Posted by fidest press agency su sabato, 12 giugno 2010

Di Rosario Amico Roxas La gente non legge più i giornali, perché è diventato necessario una interpretazione che prevede un livello culturale di gran lunga superiore alla media nazionale. Così si preferisce l’informazione TV, magari in attesa del Grande Fratello. Nessuno ha capito l’esigenza della legge sulle intercettazioni telefoniche, tranne che i padroni del vapore esigono rispettata la loro privacy, specialmente quando dialogano con le escort di turno, in una sorta di masturbazione mentale…. in mancanza di altro.
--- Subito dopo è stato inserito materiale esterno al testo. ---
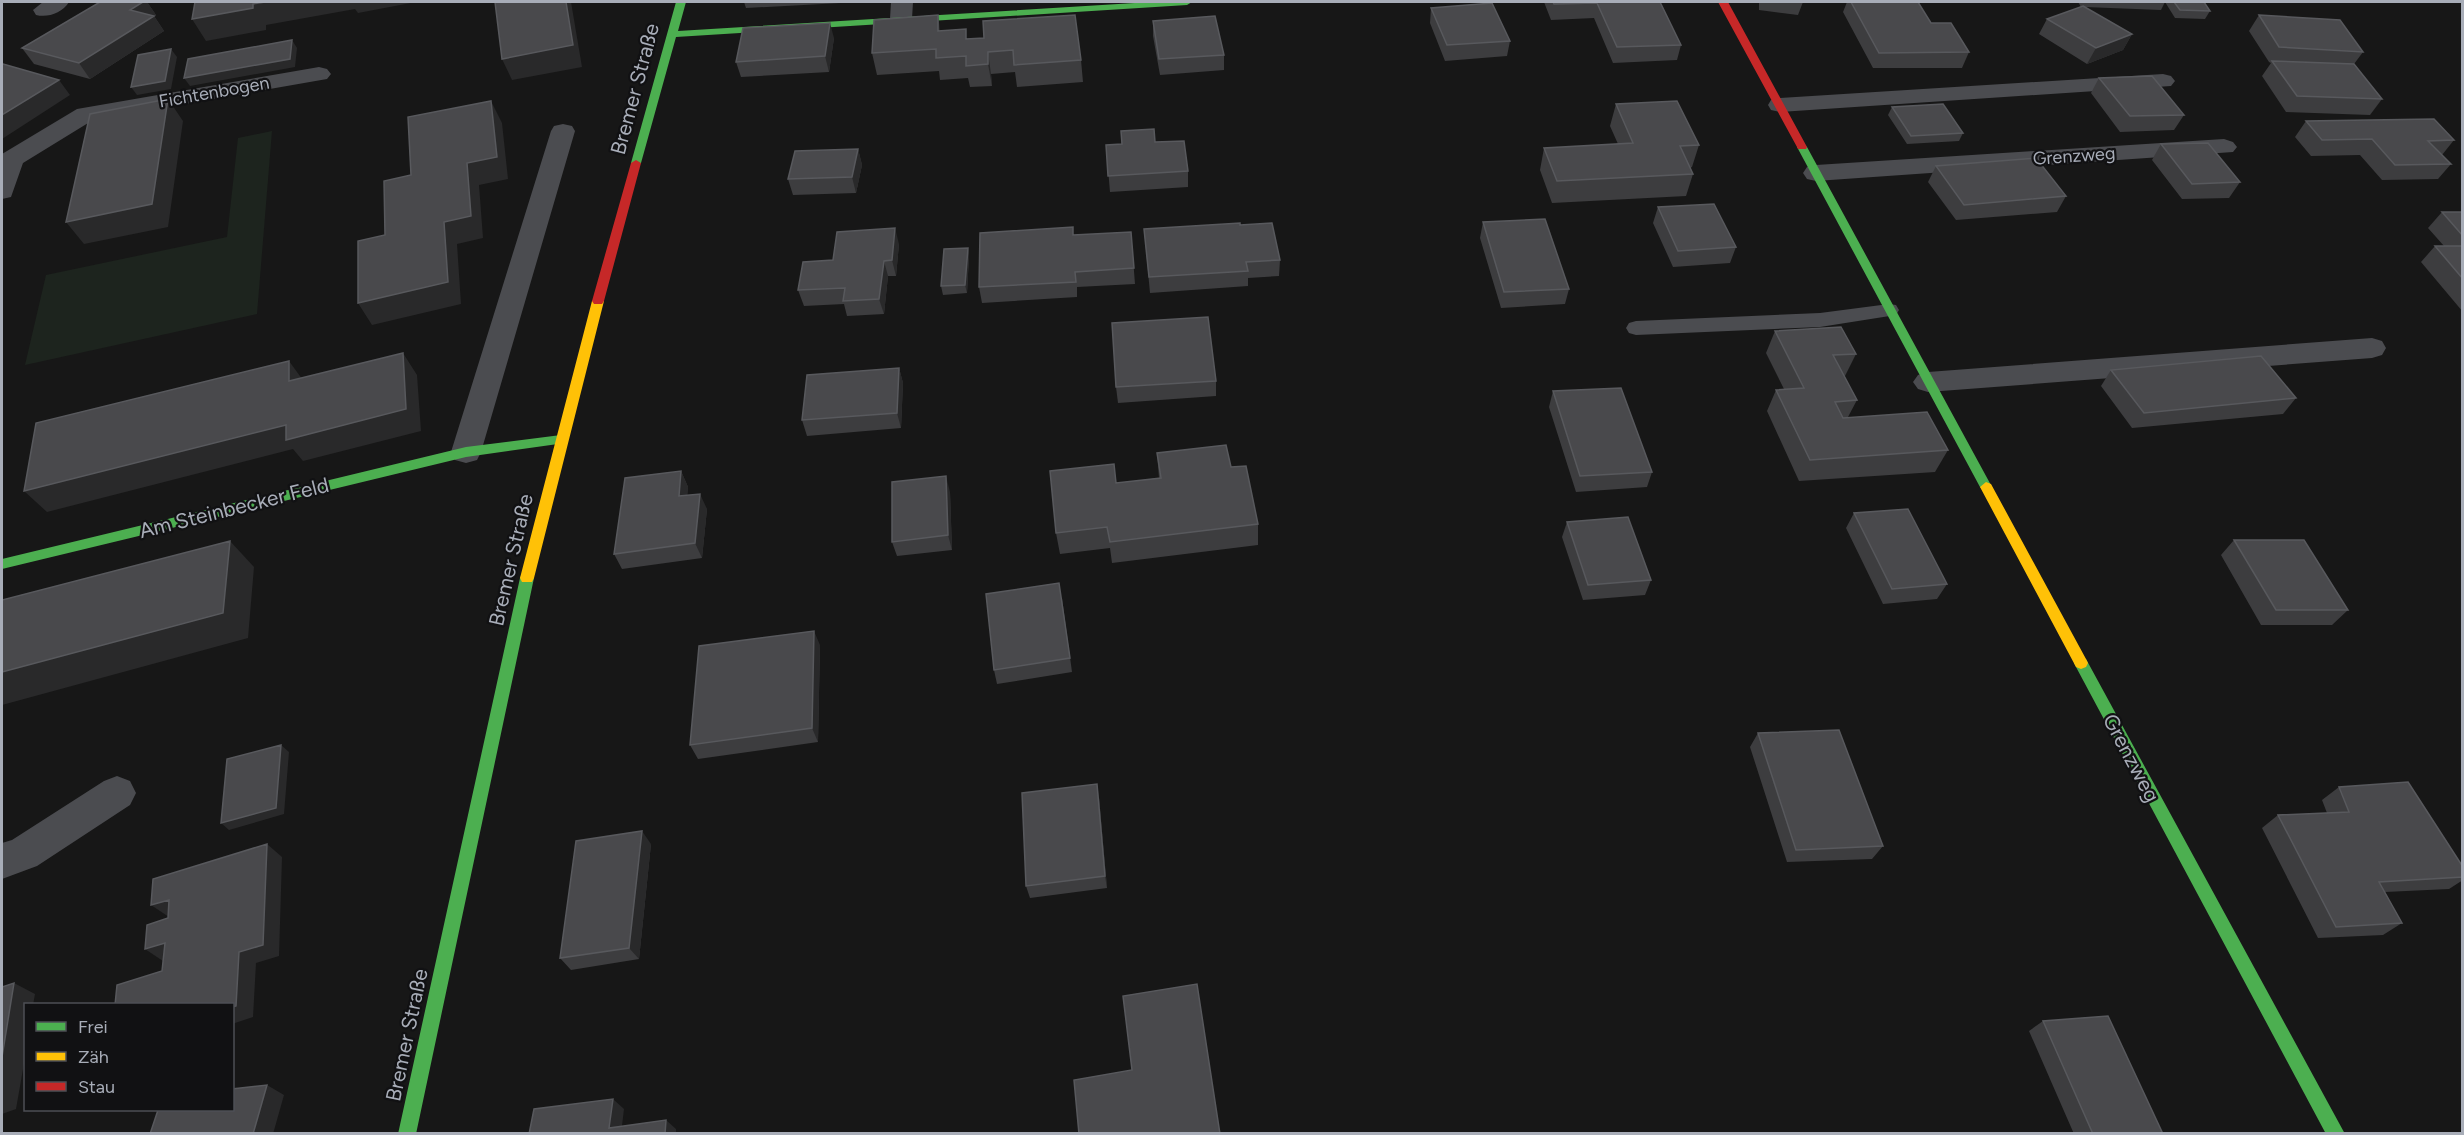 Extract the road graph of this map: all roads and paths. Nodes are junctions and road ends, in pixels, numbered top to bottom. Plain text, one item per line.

L’utopia popolare sarebbe la chiarezza, velata com’è da nubi tempestose verso bassa quota, quella popolare, nubi che si aprono in un cielo luminosissimo quando si sale verso l’alto livello dei redditi, dove tutto segna “calma piatta”. La chiarezza utopistica popolare desidererebbe un presidente del consiglio che non chiede di immedesimarsi a lui, ma capace di immedesimarsi a quanti non arrivano a fine mese. Manca l’uomo capace di attirare i consensi…!  Almeno così viene cantata la giustificazione. Direi piuttosto che di uomini come li si vorrebbe al vertice della Cosa pubblica  (diventata cosa privata o privatissima, quando non è Cosa Nostra !)  ce ne sono tantissimi. Basterebbe un bravo ragioniere esperto in partita doppia: entrate-uscite; padre di famiglia con figli a carico e moglie casalinga. Capace di gestire la sua famiglia secondo i bisogni necessari, evitando i vezzi del modernismo consumistico; in grado di valutare le capacità dei figli e indirizzare ciascuno verso la migliore utilizzazione delle capacità  (quante oneste braccia vengono oggi sottratte all’agricoltura, per indirizzarle, come minimo, al consiglio regionale della Lombardia !); così oculato da riuscire a creare un fondo-famiglia per affrontare con onestà e decoro i momenti più difficili o imponderabili; ecco, un personaggio del genere sarebbe un eccellente Presidente del Consiglio  (da scrivere con le maiuscole) (Rosario Amico Roxas)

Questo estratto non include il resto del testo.